Welcome Redditors and HackerNews folks! This post is getting attention outside the QEMU community, so I'd like to highlight two things that may not be immediately clear: I am a QEMU maintainer and I'm not advocating to Rewrite It In Rust. Enjoy! :)
My KVM Forum 2018 presentation titled Security in QEMU: How Virtual Machines provide Isolation (pdf) (video) reviewed security bugs in QEMU and found the most common causes were C programming bugs. This includes buffer overflows, use-after-free, uninitialized memory, and more. In this post I will argue for using Rust as a safer language that prevents these classes of bugs.
In 2018 the choice of a safer language was not clear. C++ offered safe abstractions without an effective way to prohibit unsafe language features. Go also offered safety but with concerns about runtime costs. Rust looked promising but few people had deep experience with it. In 2018 I was not able to argue confidently for moving away from C in QEMU.
Now in 2020 the situation is clearer. C programming bugs are still the main cause of CVEs in QEMU. Rust has matured, its ecosystem is growing and healthy, and there are virtualization projects like Crosvm, Firecracker, and cloud-hypervisor that prove Rust is an effective language for writing Virtual Machine Monitors (VMM). In the QEMU community Paolo Bonzini and Sergio Lopez's work on rust-vmm and vhost-user code inspired me to look more closely at moving away from C.
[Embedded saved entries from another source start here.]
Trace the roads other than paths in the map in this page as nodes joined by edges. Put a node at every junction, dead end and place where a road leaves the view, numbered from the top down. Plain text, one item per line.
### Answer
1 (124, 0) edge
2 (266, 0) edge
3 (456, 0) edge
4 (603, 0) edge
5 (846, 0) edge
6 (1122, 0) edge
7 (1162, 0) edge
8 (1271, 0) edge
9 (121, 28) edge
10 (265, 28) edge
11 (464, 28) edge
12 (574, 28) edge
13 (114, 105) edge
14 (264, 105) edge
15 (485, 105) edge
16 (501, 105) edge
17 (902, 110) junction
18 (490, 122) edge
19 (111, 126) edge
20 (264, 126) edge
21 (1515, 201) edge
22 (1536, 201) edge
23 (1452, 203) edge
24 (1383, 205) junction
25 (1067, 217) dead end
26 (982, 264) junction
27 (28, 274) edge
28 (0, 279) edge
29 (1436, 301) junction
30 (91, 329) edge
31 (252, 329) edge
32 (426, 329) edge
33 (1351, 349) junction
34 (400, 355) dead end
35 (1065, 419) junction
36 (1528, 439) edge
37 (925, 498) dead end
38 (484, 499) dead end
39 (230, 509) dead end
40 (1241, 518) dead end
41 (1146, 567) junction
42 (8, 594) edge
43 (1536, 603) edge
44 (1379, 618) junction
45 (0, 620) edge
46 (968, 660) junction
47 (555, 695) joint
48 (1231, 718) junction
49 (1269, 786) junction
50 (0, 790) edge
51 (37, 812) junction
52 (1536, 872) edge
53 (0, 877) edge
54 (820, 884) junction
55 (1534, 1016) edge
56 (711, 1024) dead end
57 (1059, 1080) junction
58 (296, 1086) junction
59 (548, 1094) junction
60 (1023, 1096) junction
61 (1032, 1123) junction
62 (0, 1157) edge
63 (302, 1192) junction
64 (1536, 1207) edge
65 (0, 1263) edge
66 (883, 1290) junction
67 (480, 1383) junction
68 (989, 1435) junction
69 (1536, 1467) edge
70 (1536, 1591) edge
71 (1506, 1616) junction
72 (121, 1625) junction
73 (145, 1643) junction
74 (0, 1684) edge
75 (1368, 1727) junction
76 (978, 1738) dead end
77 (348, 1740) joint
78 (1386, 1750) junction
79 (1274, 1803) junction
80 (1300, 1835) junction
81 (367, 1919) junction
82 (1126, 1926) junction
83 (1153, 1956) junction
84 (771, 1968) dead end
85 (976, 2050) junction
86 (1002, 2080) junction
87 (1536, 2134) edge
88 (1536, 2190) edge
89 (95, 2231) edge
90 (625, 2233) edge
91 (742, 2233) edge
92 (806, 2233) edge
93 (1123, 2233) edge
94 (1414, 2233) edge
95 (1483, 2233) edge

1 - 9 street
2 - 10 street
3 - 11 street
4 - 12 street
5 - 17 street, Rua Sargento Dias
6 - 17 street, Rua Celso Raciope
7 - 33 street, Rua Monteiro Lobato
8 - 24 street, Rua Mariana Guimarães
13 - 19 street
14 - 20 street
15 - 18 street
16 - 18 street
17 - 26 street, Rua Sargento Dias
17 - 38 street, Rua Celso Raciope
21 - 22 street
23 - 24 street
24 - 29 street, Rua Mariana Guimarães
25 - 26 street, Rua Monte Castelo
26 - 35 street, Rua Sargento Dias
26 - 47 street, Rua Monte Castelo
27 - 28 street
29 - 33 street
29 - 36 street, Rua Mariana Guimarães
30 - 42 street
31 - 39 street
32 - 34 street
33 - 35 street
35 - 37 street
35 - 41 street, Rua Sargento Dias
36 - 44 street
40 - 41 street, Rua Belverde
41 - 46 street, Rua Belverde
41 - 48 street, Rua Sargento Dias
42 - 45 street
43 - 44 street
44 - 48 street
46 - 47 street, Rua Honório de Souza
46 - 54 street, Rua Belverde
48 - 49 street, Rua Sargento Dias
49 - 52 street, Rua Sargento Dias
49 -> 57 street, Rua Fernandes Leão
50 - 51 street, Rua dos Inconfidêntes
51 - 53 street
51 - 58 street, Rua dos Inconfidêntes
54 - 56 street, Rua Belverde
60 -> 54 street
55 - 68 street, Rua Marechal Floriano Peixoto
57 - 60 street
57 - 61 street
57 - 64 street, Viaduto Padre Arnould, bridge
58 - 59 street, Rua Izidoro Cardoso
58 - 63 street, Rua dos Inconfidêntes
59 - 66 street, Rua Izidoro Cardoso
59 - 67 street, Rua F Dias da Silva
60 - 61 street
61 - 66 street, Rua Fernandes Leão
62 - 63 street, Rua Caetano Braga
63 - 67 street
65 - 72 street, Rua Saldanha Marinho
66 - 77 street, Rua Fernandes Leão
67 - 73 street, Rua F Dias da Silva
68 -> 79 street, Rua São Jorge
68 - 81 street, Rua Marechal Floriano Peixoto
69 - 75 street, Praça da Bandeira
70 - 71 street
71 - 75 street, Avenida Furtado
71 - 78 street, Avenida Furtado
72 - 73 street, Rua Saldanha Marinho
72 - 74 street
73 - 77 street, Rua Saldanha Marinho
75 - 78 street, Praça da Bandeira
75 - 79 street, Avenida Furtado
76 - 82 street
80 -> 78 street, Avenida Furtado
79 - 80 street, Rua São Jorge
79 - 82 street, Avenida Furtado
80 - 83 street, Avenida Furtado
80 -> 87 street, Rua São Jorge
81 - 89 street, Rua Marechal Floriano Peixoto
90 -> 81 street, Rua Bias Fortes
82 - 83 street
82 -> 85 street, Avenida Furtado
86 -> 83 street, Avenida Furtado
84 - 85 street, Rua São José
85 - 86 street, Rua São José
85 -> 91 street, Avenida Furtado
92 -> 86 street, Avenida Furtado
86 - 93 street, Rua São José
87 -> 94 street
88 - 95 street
Do we need to change programming language?
Most security bugs in QEMU are C programming bugs. This is easy to verify by looking through the CVE listings. Although I have only reviewed CVEs it seems likely that non-security bugs are also mostly C programming bugs.
Eliminating C programming bugs does not necessarily require switching programming languages. Other approaches to reducing bug rates in software include:
- Coding style rules that forbid unsafe language features.
- Building safe abstractions and prohibiting unsafe language features or library APIs.
- Static checkers that scan source code for bugs.
- Dynamic sanitizers that run software with instrumentation to identify bugs.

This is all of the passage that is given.